Many countries are banning flights from Ebola-hit nations Liberia, Guinea, and Sierra Leone, as a result of growing concern that the deadly virus could be spread to other countries if people from affected areas are allowed to travel.

With at least 4,500 people in West Africa having died from the disease since its outbreak in January 2014, the panic that has hit several countries across the West, is leading to misinformation about the virus.

Here are five of the most common myths on Ebola.

Myth: Ebola contagion spreads easily

Although thousands of people have died after being infected, Ebola is not as easy to contract as many fear.
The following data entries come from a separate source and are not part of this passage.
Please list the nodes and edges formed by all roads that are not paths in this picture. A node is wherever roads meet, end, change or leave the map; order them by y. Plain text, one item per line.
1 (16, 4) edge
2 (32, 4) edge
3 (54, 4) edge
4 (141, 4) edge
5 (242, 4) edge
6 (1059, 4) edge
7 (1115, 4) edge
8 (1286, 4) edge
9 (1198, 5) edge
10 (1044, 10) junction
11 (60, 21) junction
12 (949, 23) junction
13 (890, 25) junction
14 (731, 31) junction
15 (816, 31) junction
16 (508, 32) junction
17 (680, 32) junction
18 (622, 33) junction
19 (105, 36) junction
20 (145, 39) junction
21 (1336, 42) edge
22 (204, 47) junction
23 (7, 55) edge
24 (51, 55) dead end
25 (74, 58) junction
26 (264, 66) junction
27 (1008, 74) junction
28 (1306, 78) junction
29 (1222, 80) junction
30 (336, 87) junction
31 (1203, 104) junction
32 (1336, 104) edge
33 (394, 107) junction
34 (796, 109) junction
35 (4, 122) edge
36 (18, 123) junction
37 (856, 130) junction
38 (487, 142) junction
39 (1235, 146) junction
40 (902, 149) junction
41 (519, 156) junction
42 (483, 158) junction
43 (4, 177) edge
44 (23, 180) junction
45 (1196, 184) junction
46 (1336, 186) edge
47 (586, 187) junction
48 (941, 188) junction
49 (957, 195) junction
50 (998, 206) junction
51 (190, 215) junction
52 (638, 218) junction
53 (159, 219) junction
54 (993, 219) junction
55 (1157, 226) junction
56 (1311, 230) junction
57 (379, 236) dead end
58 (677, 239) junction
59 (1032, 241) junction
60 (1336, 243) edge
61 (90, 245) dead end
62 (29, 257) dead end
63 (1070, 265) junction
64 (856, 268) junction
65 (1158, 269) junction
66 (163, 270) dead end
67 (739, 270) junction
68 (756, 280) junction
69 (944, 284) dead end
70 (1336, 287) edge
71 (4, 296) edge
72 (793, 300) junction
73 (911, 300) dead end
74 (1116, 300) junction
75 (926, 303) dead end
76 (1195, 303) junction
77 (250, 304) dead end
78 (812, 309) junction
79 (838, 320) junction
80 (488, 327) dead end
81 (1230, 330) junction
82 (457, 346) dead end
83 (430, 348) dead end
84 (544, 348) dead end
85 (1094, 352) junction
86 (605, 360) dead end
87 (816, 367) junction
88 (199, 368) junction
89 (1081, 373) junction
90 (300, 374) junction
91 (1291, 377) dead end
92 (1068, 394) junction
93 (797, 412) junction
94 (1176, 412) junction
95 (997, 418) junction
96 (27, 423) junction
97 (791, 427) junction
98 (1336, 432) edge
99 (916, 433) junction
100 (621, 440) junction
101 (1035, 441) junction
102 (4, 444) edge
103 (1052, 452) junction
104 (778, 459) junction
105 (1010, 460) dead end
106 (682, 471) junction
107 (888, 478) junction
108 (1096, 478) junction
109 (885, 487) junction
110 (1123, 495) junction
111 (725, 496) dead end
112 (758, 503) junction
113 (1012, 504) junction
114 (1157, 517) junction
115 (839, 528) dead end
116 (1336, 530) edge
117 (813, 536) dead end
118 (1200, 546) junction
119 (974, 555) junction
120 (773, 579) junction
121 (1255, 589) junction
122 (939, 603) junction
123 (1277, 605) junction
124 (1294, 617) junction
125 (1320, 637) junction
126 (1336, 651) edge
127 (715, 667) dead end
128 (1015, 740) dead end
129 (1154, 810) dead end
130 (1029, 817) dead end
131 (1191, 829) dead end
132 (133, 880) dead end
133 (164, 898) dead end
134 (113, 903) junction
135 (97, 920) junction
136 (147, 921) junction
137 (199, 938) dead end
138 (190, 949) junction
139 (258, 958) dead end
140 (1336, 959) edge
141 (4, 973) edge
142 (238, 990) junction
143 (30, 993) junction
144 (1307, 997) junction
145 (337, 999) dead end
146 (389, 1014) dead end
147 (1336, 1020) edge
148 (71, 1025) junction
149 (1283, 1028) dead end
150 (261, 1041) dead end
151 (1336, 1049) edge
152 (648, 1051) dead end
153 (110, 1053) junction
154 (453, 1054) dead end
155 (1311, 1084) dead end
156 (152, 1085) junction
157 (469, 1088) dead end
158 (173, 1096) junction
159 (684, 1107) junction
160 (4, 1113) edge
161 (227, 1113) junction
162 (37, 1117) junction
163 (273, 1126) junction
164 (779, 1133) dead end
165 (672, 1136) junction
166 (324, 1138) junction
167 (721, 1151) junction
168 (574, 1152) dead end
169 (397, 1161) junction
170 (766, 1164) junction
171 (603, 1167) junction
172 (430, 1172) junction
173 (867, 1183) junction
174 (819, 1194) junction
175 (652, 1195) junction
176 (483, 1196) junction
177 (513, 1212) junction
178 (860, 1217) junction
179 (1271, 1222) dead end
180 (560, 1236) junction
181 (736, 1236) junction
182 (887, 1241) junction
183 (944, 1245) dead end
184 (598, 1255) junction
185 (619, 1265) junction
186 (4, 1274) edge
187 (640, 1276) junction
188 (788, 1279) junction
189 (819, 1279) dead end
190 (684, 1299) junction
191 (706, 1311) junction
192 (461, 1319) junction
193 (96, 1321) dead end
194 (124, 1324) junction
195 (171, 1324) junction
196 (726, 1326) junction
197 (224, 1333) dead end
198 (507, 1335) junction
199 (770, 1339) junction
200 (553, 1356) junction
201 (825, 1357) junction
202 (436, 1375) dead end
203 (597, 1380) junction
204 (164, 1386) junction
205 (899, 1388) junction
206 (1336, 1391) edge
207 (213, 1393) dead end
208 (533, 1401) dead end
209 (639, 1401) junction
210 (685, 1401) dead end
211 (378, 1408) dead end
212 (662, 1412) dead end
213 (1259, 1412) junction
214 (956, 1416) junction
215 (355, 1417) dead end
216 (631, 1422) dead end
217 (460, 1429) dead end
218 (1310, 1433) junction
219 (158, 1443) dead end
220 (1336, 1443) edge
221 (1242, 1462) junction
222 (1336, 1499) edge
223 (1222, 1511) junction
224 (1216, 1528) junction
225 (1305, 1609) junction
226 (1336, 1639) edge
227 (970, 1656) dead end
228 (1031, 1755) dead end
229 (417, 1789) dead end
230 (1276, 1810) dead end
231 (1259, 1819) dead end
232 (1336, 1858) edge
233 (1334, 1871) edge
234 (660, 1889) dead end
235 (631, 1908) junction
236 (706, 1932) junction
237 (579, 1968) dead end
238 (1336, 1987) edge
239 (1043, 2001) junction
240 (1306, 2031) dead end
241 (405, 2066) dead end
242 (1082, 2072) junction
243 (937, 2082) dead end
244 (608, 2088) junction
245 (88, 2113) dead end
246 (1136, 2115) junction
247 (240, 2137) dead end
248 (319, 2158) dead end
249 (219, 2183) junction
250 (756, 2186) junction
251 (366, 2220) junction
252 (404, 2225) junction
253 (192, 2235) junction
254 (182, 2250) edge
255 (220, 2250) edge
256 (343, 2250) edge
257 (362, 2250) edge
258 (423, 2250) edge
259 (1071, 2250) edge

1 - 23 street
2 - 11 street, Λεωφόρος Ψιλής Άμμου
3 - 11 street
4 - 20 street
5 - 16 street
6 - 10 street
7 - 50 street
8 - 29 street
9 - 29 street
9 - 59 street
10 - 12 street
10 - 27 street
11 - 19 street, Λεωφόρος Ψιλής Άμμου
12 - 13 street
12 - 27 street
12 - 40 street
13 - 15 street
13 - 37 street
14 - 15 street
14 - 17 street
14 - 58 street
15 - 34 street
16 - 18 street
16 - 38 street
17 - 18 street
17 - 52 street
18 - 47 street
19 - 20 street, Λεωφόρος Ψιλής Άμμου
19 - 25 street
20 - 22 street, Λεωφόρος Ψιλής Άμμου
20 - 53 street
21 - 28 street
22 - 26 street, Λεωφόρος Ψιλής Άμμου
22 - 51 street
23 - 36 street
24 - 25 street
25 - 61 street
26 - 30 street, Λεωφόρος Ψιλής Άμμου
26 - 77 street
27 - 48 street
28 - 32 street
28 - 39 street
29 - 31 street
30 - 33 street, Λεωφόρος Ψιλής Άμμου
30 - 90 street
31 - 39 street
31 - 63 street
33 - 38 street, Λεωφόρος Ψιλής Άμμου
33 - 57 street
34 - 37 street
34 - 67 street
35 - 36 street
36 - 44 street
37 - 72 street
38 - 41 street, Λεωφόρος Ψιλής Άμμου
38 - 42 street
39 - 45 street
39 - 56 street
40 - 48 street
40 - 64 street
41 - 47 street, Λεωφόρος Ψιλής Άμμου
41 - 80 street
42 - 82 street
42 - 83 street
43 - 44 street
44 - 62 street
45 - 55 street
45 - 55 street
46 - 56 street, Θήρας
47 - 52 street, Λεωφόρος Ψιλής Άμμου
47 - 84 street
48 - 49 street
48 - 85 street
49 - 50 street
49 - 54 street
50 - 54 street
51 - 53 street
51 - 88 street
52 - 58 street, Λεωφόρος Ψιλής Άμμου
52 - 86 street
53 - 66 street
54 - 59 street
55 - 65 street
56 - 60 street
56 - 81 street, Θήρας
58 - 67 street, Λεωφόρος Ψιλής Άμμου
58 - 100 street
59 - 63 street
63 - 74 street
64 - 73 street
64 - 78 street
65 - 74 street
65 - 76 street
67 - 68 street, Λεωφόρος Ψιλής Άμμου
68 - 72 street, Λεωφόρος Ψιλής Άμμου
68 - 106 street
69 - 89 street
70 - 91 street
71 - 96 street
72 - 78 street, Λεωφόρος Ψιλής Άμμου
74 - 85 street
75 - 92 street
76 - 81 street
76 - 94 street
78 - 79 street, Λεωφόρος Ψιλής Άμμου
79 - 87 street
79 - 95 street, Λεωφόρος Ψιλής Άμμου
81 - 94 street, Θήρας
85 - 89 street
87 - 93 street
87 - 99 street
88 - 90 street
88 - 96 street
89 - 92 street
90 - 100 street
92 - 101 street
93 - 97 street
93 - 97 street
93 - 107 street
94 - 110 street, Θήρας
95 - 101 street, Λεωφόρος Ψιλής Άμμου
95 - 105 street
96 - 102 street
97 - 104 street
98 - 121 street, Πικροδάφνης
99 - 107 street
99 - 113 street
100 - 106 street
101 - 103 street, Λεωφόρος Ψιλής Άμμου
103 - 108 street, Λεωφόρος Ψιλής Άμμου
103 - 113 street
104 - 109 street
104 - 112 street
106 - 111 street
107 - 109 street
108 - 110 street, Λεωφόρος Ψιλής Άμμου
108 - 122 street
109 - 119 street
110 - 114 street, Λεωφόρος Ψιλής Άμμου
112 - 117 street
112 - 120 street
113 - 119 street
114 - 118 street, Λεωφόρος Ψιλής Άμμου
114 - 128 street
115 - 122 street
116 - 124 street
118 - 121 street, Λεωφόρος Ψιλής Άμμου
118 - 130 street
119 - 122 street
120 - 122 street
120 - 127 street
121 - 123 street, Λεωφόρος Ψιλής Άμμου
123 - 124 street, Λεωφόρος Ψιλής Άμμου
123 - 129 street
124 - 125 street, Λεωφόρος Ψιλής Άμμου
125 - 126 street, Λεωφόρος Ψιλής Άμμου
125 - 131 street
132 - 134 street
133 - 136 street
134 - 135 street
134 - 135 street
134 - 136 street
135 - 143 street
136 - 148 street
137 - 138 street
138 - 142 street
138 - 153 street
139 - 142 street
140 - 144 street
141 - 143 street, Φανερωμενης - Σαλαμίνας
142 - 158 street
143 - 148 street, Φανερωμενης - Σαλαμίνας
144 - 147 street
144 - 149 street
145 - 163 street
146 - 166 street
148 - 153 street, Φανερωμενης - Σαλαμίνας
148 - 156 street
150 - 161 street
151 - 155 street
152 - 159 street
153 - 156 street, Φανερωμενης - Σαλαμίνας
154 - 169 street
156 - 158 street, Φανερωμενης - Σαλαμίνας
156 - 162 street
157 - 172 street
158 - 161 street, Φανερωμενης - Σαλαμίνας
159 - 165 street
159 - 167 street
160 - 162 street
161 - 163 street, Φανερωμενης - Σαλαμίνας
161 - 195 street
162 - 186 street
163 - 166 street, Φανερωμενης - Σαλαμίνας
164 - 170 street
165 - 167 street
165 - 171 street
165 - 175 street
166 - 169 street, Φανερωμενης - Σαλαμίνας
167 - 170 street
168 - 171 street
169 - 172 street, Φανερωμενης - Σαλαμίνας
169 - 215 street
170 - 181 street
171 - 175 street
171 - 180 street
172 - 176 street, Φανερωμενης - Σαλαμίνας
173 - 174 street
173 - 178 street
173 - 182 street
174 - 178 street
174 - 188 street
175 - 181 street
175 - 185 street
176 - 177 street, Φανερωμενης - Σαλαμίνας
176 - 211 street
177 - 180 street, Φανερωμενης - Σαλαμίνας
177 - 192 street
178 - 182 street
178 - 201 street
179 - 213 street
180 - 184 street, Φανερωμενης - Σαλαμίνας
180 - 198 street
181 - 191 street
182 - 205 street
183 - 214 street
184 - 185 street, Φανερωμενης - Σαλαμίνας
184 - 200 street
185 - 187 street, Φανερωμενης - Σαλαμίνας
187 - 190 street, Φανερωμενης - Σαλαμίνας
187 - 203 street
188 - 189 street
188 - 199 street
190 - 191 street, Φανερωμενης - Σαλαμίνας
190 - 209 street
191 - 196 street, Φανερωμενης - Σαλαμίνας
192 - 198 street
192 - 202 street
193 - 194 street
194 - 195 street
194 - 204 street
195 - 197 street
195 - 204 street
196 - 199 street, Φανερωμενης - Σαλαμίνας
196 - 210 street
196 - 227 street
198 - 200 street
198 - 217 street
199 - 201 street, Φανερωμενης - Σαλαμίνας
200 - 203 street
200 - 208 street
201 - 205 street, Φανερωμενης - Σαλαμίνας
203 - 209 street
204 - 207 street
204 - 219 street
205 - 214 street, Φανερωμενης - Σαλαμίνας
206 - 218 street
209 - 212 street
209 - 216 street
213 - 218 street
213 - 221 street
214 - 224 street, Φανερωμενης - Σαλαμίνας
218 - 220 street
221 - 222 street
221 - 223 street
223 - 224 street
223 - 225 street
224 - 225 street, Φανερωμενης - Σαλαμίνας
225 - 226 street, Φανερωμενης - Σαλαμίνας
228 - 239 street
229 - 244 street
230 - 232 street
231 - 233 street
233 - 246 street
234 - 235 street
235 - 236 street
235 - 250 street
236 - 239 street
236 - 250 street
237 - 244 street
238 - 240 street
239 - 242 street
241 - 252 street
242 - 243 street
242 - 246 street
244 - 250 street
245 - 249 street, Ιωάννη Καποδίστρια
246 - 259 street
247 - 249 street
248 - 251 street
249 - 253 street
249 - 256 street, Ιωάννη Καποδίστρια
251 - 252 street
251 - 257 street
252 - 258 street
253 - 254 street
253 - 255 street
It is estimated that in West Africa, one Ebola patient infects two healthy people. However, the rate of contagion for diseases such as Sars is of four people for every infected patient, and for Measles it is 18 people for each patient.

Myth: Ebola can be spread through the air and water

ebola liberia
Mekie Nagbe's sister throws a handful of soil towards the body as Ebola burial team members take her for cremation John Moore/Getty Images

Ebola can only be contracted via contact with infected bodily fluids.

The World Health Organisation (WHO) assured people that the disease is not airborne, following recent speculation.

Myth: People with Ebola-like symptoms should be all quarantined

Ebola symptoms include fever, vomiting, diarrhoea, and body aches. Such symptoms are typical of other illnesses and viruses, including influenza.

Placing in quarantine all those who show such symptoms, would mean isolating thousands of people who pose no threat.

Myth: All countries should ban flights from Ebola-hit nations

A ban on flights from Ebola-hit areas would only exacerbate the already problematic situation in West Africa, which will be isolated from the rest of the world.

Several public health officials said the ban is not necessary, and implementing screening at airports would be enough.

Myth: Ebola is the Worst Disease in Africa

Although thousands of people have died and health workers are struggling to contain the outbreak, Ebola is not the deadliest disease in Africa.

The virus is currently present in three countries in West Africa, as the WHO may soon declare Nigeria and Senegal Ebola-free.

Other diseases such as malaria are more widespread across the continent and have killed hundreds of thousands of people. WHO recently said that diarrhoea, malaria, and Aids are deadlier than Ebola.